As recomendações não se limitam às regras mais óbvias. Entre os alertas, há advertências que escapam à maioria dos turistas e condutores ocasionais, e que podem resultar em multas ou riscos desnecessários.
Comer antes de conduzir pode trazer problemas
Um dos primeiros conselhos da Guardia Civil centra-se na alimentação antes da viagem. A ingestão de refeições pesadas até duas horas antes da condução pode provocar sonolência, especialmente quando combinada com o calor.
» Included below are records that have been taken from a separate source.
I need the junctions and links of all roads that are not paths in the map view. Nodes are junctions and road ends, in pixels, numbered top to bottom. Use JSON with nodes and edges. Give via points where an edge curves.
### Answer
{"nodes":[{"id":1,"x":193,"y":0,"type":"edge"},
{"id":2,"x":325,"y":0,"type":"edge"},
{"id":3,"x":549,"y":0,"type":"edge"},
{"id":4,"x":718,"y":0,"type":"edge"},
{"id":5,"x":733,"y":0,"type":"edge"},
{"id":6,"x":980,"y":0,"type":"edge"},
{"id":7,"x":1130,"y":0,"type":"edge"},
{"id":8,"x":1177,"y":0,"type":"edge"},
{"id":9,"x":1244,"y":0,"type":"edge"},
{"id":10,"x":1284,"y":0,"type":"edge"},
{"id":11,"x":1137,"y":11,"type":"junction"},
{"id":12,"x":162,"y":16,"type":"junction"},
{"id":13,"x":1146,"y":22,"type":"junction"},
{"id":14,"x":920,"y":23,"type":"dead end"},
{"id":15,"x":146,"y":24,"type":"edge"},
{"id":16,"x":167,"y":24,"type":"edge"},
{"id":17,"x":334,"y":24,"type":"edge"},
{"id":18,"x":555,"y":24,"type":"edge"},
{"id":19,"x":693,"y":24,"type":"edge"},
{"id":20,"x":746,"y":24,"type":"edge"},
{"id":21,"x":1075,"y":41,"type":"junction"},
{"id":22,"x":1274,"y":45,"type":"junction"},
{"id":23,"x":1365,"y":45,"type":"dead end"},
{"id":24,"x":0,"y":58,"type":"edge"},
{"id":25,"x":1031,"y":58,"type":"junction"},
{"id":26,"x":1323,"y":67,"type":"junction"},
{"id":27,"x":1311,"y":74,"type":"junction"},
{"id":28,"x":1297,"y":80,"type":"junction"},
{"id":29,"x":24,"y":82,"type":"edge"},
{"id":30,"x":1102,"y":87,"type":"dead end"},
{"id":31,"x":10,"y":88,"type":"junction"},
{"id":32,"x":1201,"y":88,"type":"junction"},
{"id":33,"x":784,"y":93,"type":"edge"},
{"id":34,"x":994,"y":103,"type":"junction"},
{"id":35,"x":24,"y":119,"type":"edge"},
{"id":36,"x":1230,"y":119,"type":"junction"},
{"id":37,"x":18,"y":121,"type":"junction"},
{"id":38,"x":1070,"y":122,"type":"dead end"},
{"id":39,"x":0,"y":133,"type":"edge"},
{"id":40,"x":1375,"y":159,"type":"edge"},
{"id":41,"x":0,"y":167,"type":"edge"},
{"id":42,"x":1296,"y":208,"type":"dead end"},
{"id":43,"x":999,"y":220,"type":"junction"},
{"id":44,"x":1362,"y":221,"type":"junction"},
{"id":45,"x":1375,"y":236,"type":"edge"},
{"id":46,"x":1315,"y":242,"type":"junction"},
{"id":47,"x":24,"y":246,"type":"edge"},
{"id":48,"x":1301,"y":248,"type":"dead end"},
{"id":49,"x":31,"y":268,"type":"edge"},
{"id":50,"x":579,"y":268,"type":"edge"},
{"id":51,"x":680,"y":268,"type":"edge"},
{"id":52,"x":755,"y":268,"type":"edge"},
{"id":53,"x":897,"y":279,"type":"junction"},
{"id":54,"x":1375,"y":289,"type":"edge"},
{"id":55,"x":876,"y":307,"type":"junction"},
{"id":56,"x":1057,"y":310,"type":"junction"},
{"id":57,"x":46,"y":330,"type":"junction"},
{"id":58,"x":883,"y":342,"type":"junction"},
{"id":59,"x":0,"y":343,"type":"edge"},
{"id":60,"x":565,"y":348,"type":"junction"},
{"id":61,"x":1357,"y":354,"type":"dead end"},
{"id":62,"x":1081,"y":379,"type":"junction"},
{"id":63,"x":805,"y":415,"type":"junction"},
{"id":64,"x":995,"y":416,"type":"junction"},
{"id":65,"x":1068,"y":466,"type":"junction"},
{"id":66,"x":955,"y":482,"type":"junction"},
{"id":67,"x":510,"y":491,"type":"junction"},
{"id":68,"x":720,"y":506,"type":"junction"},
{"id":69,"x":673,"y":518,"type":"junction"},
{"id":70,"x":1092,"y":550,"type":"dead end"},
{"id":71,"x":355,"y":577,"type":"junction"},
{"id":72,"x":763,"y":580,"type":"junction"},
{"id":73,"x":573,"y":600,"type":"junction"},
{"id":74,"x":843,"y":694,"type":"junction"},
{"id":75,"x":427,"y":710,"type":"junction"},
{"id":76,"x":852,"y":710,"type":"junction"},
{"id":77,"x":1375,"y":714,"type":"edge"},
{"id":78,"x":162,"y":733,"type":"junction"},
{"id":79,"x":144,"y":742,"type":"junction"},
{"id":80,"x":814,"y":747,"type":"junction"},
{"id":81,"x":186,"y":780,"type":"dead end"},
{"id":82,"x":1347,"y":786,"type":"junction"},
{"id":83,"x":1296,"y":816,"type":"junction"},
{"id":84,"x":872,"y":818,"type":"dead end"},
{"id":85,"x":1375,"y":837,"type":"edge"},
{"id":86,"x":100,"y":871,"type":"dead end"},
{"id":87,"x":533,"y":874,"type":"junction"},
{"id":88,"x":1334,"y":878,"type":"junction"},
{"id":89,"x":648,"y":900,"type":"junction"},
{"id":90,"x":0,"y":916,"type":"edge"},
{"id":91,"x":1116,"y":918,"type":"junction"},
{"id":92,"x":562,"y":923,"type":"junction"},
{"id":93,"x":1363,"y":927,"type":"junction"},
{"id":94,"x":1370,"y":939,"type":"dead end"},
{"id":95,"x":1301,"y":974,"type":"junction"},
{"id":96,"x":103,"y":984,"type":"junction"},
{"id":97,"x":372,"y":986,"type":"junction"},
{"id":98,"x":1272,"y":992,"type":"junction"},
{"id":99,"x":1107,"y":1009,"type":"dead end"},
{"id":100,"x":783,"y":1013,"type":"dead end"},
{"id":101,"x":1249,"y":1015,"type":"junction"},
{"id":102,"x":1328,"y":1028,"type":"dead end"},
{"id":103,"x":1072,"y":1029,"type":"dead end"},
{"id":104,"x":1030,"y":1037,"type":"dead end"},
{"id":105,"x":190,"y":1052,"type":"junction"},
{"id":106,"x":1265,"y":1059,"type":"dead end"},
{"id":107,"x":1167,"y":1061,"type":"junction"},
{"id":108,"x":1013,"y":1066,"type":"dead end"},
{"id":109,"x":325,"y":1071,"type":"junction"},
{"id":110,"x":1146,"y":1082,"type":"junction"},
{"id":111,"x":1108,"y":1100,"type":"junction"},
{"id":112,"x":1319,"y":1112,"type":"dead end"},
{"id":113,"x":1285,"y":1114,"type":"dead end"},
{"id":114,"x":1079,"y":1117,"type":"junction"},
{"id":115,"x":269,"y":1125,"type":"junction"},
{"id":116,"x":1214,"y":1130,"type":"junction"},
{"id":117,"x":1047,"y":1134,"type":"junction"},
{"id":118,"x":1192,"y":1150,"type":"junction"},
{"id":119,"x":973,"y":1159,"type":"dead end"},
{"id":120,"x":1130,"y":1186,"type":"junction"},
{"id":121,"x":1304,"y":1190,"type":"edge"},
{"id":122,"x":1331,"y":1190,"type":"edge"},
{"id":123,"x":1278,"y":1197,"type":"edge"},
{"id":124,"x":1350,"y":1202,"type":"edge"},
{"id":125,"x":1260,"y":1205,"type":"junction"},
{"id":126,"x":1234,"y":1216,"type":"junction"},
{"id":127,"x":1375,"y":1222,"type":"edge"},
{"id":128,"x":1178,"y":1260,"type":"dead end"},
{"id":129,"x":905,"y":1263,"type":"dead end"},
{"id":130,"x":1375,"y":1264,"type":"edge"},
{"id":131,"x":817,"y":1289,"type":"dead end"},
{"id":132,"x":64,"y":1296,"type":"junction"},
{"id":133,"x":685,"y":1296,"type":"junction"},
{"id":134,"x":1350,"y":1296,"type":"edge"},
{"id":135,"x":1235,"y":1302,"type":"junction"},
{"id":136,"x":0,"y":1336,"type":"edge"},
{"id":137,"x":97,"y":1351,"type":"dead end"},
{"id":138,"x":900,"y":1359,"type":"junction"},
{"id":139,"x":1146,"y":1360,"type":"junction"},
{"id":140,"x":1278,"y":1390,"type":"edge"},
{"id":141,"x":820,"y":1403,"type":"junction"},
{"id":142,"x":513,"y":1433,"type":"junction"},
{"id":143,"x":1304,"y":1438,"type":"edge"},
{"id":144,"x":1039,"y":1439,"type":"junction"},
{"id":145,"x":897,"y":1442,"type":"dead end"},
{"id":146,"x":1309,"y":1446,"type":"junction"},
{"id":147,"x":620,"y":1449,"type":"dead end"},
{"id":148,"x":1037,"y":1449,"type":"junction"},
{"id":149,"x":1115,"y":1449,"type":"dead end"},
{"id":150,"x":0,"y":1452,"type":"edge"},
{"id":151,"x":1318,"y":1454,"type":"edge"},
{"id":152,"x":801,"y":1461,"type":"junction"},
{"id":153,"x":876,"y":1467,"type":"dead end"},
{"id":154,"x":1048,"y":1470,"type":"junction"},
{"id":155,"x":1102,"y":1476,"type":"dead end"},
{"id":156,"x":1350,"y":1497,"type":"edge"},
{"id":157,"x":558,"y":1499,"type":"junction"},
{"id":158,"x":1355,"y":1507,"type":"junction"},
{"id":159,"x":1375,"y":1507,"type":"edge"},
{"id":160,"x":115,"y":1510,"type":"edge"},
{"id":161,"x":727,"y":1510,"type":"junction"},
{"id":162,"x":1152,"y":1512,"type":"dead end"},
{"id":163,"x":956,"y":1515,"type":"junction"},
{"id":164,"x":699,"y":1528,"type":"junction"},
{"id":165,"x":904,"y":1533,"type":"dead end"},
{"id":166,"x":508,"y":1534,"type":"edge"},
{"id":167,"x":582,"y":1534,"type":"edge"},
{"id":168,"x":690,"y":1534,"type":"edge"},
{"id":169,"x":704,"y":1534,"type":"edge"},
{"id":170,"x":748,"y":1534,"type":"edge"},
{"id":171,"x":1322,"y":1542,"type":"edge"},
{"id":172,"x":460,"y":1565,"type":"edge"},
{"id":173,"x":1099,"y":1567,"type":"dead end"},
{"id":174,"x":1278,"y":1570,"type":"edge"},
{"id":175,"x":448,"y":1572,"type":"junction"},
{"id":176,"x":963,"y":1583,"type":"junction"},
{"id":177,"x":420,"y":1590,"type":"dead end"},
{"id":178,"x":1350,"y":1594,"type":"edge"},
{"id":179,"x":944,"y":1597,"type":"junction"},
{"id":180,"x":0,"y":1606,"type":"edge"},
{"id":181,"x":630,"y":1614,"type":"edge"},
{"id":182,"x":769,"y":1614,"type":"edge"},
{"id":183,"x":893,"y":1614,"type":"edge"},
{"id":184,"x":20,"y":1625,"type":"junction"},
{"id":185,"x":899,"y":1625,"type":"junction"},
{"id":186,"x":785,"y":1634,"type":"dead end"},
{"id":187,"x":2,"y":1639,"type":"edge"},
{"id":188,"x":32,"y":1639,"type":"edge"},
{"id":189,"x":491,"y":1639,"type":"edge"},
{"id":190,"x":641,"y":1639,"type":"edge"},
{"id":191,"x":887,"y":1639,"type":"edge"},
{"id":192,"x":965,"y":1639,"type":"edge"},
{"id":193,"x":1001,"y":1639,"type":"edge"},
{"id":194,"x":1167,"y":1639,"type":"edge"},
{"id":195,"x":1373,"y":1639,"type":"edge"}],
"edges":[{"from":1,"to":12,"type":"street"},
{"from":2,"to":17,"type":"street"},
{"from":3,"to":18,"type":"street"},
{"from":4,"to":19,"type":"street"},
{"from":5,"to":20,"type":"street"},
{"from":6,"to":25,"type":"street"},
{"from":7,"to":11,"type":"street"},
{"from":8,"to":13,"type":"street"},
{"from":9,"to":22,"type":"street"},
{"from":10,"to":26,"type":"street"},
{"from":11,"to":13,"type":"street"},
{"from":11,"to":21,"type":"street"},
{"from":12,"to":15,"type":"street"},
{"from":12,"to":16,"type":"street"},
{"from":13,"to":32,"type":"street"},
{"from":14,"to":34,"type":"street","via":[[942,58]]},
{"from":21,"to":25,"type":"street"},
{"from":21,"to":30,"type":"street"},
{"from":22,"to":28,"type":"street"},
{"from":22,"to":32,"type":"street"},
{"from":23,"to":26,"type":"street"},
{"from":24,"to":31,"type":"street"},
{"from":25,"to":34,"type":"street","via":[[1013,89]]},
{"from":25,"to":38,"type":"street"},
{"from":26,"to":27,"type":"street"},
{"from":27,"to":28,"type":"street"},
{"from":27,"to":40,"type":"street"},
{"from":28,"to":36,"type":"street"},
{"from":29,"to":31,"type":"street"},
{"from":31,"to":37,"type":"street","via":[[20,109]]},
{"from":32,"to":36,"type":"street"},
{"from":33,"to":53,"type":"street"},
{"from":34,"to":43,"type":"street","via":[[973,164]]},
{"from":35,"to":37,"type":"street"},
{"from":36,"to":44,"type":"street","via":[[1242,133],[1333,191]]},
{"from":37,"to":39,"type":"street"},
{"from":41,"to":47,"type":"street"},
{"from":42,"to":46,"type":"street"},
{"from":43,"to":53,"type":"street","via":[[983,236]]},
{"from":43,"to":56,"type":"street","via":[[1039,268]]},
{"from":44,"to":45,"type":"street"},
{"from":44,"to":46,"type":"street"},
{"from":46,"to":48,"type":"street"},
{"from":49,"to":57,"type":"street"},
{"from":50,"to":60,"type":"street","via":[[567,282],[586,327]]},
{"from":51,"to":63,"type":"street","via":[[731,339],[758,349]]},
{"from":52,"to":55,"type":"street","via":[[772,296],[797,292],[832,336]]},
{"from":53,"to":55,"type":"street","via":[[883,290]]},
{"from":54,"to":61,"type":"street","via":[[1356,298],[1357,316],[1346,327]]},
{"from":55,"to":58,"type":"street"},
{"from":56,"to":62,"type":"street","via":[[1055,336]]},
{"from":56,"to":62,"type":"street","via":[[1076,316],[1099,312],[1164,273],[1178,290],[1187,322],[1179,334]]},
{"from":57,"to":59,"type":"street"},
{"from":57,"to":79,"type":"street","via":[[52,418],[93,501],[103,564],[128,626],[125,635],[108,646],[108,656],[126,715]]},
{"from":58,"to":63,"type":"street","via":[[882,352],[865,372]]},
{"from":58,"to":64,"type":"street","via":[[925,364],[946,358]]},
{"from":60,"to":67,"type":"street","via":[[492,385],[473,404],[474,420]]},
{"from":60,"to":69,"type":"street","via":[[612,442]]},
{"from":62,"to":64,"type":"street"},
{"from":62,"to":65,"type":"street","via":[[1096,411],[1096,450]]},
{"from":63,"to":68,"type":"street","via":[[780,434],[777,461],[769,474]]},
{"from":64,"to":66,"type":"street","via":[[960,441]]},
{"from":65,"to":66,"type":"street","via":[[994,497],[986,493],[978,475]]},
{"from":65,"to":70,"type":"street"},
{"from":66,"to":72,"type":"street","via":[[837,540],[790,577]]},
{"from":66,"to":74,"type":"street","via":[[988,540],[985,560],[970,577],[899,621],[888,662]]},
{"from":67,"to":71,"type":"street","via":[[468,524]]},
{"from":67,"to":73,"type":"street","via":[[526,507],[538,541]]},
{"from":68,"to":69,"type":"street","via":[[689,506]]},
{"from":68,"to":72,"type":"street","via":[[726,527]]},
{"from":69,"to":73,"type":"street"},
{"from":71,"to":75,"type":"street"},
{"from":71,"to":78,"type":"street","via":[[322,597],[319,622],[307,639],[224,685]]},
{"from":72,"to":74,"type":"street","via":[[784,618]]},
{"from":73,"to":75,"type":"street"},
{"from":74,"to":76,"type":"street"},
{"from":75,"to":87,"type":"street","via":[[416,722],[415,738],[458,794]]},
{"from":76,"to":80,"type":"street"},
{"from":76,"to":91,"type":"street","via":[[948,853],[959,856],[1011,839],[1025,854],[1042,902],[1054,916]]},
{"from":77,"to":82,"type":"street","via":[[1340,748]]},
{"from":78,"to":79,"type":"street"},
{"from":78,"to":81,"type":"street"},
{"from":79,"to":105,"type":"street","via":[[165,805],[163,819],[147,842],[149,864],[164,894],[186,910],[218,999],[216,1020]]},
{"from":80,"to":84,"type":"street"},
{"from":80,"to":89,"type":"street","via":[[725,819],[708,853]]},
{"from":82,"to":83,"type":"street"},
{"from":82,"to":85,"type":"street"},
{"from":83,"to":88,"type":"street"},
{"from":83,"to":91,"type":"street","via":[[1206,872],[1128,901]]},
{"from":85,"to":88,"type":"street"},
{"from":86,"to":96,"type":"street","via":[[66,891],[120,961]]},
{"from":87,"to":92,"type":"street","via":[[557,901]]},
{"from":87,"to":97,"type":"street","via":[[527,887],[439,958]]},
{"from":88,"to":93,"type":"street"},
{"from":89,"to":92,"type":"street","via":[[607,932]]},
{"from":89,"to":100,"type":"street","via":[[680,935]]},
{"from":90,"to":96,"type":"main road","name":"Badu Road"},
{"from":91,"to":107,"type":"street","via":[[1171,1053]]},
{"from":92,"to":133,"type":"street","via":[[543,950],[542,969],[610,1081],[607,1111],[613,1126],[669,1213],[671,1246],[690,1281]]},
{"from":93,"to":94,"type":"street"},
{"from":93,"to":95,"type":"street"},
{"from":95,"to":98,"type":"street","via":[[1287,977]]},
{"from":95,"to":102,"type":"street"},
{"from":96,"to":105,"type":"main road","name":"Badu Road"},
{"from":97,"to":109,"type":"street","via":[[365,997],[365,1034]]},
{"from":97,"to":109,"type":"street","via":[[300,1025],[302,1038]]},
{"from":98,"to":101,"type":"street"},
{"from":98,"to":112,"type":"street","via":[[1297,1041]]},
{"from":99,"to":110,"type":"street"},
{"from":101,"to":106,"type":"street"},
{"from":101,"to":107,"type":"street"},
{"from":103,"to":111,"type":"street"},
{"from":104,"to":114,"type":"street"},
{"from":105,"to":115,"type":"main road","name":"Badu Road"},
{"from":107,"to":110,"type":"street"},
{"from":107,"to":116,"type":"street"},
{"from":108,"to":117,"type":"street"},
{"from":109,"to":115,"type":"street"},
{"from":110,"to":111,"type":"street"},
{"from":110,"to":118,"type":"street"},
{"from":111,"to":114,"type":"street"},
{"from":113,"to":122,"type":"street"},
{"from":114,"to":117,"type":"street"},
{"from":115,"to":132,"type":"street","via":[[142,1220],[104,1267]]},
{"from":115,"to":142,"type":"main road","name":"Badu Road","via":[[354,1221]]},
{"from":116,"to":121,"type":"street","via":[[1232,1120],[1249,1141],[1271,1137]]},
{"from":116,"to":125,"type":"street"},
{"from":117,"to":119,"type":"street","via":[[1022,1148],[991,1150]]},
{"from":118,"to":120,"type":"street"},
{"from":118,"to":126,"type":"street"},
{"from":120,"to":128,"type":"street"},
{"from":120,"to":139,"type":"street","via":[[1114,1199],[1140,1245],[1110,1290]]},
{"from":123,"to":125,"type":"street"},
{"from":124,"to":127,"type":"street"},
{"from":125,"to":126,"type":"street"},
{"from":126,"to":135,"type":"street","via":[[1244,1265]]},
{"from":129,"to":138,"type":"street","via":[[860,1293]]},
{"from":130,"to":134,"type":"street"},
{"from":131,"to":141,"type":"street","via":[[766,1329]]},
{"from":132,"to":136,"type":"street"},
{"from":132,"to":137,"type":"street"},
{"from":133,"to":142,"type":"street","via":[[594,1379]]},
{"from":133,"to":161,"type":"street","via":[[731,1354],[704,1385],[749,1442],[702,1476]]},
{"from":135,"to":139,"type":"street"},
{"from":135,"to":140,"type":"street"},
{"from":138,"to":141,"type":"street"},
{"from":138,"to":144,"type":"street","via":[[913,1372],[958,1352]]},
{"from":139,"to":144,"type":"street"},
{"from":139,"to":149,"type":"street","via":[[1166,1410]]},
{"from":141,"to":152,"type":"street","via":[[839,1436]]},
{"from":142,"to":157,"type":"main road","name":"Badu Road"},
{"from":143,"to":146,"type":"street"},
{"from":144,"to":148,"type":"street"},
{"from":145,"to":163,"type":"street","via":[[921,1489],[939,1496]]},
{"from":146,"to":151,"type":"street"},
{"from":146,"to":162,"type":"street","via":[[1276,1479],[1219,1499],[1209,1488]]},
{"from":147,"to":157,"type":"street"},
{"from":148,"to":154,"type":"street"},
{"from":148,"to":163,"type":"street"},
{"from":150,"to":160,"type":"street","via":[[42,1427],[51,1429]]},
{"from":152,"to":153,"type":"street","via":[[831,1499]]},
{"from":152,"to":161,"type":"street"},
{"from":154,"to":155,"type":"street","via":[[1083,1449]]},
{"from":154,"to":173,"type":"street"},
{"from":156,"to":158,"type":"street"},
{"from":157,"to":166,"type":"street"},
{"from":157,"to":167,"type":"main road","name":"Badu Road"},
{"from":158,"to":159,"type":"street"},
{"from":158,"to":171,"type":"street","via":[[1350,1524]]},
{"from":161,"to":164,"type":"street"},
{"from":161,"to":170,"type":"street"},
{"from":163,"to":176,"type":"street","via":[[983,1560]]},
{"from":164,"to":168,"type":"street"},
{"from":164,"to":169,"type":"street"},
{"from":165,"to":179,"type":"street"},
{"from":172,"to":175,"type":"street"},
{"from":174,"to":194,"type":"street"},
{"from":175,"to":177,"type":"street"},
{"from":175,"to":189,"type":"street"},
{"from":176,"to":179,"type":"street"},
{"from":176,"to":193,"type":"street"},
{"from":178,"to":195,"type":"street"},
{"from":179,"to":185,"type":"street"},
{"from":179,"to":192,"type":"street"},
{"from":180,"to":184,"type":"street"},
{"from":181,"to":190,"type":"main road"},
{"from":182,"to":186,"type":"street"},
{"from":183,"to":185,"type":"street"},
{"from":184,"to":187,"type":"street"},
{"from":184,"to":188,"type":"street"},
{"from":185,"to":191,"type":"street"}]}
A entidade recorda que a digestão exige energia, o que diminui o estado de alerta ao volante.
Outro ponto menos conhecido tem a ver com o vestuário escolhido para viajar. A publicação refere que muitos condutores optam por usar chinelos ou até conduzir descalços, especialmente em dias de calor. “Pode perder o controlo dos pedais”, esclarece a Guardia Civil.
Calor e estrada: uma combinação exigente
Segundo a mesma fonte, conduzir com o tronco nu é também desaconselhado, não apenas por questões de exposição solar, mas porque o atrito com o cinto de segurança pode provocar queimaduras. A recomendação passa por usar vestuário leve, mas adequado, e recorrer ao ar condicionado do veículo como forma de regulação térmica.
No caso dos motociclistas, a advertência é clara: usar roupa curta ou veranil compromete gravemente a segurança em caso de queda. Como sublinha a publicação, a ausência de proteções adequadas pode resultar em feridas por abrasão, contusões ou queimaduras.
Tempestades de verão: o que fazer ao volante
As condições atmosféricas instáveis durante o verão exigem precauções adicionais. De acordo com 20minutos, a condução durante uma trovoada deve ser feita a baixa velocidade, de forma constante, evitando acelerações e travagens bruscas. O principal risco é o efeito de aquaplaning, que ocorre quando os pneus perdem contacto com o asfalto devido à presença de água na estrada.
Nestes casos, o condutor deve manter a calma, evitar movimentos repentinos e garantir que os pneus se encontram em bom estado. As luzes de presença devem estar ligadas e, sempre que possível, deve procurar um local seguro para parar até que a visibilidade e as condições de aderência melhorem.
Segurança, atitude e regras: os pilares da estrada
A mensagem final do agente da Guardia Civil, partilhada através das redes sociais da corporação, resume-se em três ideias-chave: respeitar as normas de trânsito, conduzir com segurança e manter uma atitude positiva. Conforme o jornal 20minutos, trata-se de garantir não só a segurança individual, mas também a de todos os que circulam nas vias espanholas.
Em tempos de grande afluência nas estradas, a prevenção passa por pequenos gestos. Desde o calçado ao que se come antes de viajar, tudo pode ter impacto na forma como cada condutor responde às exigências do tráfego e do clima.